I'm not sure that having a hash or multiple hash's is added security.  While there are chances of a collision, The purpose of hash tracking is in determining if a file changed. Did a bit flip.  For that purpose any of these will do and doing multiples is over kill.

 

For real security or peace of mind, it would be useful to have a set of par2 files so that errors can be detected and corrected.

 

FWIW, I had embarked on that based on information for NAS. This is where I first got involved in dealing with md5's.

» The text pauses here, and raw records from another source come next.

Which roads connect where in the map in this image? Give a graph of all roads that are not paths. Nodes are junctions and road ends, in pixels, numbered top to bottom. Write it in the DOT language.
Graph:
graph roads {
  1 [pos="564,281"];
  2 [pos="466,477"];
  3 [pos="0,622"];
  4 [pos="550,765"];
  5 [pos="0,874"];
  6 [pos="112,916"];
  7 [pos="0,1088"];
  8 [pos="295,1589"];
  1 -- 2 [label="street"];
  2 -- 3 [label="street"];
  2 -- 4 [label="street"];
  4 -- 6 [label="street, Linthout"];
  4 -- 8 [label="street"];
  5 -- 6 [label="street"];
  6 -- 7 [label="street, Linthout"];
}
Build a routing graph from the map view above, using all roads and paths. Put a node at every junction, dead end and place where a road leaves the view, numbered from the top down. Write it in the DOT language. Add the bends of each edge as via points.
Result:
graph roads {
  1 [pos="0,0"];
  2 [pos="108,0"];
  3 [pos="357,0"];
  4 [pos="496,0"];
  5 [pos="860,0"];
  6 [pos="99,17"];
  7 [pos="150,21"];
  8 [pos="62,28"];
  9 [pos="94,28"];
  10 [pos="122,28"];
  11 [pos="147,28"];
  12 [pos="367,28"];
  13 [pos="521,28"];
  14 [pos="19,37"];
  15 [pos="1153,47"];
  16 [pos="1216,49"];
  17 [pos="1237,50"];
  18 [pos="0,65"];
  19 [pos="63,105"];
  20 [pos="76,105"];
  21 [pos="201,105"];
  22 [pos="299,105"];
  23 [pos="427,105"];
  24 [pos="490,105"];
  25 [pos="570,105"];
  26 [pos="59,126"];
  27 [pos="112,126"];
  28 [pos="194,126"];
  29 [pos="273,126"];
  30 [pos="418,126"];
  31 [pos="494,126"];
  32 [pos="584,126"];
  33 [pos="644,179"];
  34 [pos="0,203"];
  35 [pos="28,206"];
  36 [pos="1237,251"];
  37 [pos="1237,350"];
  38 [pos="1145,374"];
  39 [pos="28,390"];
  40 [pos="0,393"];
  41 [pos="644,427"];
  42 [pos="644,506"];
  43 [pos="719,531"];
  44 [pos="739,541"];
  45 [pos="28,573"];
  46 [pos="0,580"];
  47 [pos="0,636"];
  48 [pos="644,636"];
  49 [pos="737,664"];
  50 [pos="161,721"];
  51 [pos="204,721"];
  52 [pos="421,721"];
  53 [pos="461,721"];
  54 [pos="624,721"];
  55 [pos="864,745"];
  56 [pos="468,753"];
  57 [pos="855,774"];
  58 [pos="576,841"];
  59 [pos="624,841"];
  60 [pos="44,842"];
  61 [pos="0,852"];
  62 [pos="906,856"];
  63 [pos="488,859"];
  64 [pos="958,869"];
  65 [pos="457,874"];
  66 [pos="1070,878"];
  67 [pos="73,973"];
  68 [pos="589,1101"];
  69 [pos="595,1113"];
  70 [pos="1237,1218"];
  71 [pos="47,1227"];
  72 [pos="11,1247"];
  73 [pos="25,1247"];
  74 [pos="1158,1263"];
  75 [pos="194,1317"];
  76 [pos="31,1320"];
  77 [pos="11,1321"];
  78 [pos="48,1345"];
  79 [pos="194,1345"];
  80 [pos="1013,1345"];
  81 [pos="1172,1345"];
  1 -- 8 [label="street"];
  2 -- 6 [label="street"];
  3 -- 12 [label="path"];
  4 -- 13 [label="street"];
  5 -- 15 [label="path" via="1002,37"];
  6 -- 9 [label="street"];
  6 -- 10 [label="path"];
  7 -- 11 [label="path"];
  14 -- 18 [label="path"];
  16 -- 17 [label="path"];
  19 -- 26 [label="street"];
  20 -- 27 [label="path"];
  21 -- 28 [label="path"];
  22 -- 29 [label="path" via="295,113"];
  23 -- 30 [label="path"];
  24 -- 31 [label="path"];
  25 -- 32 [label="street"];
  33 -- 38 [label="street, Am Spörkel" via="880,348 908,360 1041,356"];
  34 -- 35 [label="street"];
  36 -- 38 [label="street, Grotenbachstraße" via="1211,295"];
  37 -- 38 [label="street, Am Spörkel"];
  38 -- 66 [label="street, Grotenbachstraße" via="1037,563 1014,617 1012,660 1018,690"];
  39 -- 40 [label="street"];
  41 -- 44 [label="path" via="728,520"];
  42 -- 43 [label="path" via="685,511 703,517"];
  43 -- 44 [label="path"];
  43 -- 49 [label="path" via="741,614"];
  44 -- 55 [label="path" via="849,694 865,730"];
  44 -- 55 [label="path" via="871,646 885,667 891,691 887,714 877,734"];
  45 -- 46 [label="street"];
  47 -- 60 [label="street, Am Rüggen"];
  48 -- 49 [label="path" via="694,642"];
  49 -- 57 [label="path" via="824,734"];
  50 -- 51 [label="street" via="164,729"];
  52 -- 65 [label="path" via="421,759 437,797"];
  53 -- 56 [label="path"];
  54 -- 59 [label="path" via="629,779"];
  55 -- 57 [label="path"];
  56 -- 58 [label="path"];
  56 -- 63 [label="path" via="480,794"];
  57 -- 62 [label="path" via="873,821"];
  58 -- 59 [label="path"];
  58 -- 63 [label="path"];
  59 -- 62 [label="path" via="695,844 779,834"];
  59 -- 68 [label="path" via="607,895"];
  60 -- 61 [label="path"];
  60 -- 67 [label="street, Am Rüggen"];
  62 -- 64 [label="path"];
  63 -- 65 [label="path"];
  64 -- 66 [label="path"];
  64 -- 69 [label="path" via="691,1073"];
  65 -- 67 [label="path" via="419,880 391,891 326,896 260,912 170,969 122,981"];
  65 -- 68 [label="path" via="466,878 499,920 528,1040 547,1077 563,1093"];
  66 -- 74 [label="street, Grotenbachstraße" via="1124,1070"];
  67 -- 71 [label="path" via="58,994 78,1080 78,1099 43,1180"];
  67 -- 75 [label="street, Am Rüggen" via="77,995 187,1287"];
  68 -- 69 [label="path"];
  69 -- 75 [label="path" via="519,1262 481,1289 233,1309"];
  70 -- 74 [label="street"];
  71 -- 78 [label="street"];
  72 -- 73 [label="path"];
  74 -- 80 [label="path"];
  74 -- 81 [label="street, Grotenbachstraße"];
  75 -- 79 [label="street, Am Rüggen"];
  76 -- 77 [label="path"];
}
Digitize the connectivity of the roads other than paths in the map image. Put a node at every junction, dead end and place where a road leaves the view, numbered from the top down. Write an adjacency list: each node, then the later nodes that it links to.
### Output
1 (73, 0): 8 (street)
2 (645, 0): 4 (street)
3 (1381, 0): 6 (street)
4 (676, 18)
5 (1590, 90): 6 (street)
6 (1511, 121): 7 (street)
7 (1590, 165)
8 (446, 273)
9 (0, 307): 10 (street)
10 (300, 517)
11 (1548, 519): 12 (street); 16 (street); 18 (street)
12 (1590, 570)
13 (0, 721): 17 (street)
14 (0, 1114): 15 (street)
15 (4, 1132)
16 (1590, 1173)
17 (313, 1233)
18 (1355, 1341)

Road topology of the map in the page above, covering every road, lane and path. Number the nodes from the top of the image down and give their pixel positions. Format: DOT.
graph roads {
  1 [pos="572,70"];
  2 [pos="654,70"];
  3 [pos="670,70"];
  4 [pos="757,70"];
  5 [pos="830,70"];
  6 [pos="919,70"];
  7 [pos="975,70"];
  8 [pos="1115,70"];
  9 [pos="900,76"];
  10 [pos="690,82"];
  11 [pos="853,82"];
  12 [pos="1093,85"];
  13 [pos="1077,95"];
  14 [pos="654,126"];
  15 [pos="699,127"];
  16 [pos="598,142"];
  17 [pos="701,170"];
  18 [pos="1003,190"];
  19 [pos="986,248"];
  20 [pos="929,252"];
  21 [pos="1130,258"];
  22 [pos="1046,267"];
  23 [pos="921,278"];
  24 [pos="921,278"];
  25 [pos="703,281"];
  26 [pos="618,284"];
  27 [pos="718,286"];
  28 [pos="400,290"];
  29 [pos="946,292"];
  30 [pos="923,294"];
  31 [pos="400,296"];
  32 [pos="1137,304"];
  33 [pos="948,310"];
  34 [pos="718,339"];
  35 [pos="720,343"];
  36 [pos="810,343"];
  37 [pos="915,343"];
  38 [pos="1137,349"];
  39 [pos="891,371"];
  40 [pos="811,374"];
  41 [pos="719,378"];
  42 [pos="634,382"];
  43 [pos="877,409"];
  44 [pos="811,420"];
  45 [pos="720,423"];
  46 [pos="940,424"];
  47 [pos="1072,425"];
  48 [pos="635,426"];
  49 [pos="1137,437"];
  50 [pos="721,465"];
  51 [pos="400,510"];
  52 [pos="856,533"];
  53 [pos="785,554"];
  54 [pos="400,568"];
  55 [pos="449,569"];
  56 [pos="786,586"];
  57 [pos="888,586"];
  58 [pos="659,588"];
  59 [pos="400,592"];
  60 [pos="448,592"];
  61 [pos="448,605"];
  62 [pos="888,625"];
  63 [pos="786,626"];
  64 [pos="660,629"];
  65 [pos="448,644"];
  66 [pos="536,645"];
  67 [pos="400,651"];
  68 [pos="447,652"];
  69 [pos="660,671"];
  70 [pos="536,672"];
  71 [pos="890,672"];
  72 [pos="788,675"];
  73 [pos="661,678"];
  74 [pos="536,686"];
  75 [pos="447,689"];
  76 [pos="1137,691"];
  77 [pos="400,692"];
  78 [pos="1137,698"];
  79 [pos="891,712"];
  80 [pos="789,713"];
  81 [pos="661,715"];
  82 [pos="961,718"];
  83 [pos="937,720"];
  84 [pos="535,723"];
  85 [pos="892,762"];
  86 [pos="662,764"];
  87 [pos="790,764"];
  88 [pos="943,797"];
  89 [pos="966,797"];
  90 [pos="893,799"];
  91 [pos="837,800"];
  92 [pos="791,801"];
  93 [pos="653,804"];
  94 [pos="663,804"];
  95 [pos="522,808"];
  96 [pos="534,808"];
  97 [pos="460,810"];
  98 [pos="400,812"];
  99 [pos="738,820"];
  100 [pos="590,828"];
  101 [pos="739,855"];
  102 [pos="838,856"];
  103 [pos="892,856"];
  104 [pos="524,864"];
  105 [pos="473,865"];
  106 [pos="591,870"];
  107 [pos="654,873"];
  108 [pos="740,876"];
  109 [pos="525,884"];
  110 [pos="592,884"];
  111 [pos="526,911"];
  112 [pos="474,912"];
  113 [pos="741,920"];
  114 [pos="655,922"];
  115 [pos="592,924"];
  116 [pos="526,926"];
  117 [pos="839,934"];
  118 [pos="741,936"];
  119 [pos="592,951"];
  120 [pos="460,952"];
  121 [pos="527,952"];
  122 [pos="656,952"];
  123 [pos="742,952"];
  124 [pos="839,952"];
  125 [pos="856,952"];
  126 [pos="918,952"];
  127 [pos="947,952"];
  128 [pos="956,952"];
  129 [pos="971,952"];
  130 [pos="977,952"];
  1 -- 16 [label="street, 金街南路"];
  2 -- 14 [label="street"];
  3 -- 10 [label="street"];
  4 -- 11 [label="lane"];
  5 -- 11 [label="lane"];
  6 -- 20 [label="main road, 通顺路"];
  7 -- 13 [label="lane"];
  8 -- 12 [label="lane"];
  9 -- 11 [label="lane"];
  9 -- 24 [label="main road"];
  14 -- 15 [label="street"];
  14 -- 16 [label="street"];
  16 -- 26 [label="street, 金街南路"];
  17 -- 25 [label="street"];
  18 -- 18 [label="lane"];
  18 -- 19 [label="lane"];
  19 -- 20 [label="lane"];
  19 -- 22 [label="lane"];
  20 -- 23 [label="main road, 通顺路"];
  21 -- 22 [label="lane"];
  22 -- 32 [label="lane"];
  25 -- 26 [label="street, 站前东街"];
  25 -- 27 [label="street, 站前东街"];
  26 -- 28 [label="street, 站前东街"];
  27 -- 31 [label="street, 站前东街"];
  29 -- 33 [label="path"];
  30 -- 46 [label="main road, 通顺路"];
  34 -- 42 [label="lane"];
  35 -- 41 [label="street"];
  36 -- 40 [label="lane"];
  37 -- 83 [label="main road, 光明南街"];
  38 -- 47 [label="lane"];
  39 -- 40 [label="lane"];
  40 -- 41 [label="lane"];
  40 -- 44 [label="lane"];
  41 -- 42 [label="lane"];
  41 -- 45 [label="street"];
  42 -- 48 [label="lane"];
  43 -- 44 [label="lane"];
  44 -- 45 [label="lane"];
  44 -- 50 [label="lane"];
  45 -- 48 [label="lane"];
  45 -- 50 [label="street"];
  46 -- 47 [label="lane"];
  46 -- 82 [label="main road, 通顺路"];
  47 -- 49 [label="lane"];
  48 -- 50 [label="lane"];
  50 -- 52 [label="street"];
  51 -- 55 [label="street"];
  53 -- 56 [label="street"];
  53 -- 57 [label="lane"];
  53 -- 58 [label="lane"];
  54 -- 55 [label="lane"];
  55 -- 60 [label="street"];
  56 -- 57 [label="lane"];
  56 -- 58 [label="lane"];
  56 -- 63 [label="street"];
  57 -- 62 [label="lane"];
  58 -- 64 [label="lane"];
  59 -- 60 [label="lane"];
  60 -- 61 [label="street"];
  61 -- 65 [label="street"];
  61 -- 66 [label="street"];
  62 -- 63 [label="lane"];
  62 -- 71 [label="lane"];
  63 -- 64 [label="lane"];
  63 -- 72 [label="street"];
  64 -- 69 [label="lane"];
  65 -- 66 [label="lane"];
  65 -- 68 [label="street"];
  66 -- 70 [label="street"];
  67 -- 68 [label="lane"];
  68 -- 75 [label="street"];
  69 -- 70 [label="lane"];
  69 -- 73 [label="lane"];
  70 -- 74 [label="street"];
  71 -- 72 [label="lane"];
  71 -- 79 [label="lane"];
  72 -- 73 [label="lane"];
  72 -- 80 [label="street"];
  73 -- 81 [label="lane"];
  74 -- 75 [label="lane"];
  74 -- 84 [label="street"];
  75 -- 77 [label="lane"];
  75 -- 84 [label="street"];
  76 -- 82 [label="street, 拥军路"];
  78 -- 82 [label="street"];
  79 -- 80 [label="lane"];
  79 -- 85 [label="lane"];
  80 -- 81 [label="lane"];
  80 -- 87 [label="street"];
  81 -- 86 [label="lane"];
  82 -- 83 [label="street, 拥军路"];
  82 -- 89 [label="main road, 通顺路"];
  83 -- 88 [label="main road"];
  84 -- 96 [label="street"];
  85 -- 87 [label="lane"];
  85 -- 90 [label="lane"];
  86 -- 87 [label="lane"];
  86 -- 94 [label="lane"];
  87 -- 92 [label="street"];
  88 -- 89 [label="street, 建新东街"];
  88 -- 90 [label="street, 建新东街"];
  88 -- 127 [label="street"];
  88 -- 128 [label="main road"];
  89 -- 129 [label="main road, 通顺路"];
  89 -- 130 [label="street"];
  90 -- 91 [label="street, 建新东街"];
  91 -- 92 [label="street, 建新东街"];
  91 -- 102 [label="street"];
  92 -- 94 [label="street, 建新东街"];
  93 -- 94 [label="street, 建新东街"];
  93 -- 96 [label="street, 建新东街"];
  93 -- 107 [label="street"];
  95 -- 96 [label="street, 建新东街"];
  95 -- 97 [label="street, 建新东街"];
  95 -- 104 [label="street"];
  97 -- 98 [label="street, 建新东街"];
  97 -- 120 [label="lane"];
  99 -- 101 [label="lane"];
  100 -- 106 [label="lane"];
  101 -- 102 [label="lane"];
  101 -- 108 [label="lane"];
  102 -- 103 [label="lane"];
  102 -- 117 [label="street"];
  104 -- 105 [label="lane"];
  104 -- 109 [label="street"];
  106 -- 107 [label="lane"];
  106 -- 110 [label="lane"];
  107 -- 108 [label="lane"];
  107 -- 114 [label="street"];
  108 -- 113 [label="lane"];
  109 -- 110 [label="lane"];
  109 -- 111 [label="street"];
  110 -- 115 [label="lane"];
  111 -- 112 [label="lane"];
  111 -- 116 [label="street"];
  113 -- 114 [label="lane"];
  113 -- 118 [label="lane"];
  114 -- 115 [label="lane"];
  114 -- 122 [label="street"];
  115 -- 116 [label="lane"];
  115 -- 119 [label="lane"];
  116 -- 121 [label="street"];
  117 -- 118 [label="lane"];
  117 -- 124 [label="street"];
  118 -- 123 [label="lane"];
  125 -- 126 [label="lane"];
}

I had planned to create a set of par2 files per directory. NAS suggested using a larger set of files. So I created one directory with symlinks to every file. The name of the file was the md5 hash of the full path. (This is where the internal functions for my md5 were born).  I then created a set of par2 files for that directory.  This is where the database first became useful.  Should there be corruption or missing files, you would need the source name to md5 hash.  So the Database's early incarnation had the full path, the md5 translated path, md5 hash of the data and other stat information.

 

This project proved futile in 4.7 as the performance requirements to do this was pretty high.  I had so many files that par2 would always segfault because of malloc failures. There would be OOM Killer errors and the array would be unstable.

 

With 64 bit and larger machines this may now be feasible, but I'm not holding it to high on the list.

 

In my case, one directory of symlinks to 350,000 files just doesn't seem feasible for managing easily.

I may re-explore the par2 files per directory, but that's for another day... and thread.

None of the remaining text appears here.